Figure 2: Somatic mutations, mutational signatures, copy number alterations and histologic features of the synchronous endometrial and ovarian cancers from Lynch syndrome case LS5.

(A) Cancer cell fractions of somatic mutations identified in the endometrial cancer (EC) and synchronous ovarian cancer (OC) of case LS5 harboring a germline MSH2 p.Y521* mutation, color coded according to the legend. The EC and OC both display a dominant mutational signature related to DNA mismatch repair defects (Signature 6). Selected pathogenic mutations are highlighted in red font. The total number of somatic mutations identified in the EC and OC are shown below the heatmap. (B) Micrographs of representative hematoxylin and eosin (H&E) and PTEN stained sections of the endometrioid EC and OC (scale bar, 100 μm).

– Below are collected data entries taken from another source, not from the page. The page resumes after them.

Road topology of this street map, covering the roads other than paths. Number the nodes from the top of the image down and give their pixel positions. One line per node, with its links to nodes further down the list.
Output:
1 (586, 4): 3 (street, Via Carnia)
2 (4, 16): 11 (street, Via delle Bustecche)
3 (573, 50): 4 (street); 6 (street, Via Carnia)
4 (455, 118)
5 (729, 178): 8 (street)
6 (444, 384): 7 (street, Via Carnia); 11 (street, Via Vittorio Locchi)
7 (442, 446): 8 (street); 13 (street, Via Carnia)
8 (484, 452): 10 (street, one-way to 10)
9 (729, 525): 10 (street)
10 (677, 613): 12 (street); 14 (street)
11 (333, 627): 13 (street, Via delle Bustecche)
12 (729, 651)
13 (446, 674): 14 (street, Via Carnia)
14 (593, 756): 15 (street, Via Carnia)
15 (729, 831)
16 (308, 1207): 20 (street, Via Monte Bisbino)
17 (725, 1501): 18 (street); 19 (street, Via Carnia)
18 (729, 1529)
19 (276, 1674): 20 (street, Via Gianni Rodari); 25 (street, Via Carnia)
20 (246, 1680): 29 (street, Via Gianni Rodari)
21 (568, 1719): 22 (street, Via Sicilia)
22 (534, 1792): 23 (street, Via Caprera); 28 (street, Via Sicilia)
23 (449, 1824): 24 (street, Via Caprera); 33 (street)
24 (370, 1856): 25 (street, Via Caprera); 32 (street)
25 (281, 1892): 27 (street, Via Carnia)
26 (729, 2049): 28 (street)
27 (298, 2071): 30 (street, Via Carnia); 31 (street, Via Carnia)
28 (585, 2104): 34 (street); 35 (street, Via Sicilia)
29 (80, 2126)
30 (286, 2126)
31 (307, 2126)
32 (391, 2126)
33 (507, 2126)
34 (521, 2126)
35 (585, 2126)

Loss of PTEN expression was found only in the EC harboring a PTEN somatic mutation. (C) Chromosome plots of the EC and OC, with the Log₂-ratios plotted on the y-axis and the genomic positions on the x-axis (top). Phylogenetic tree based on the copy number alterations depicting the evolution of the EC and OC (bottom). CCF, cancer cell fraction; EC, endometrial carcinoma; OC, ovarian carcinoma.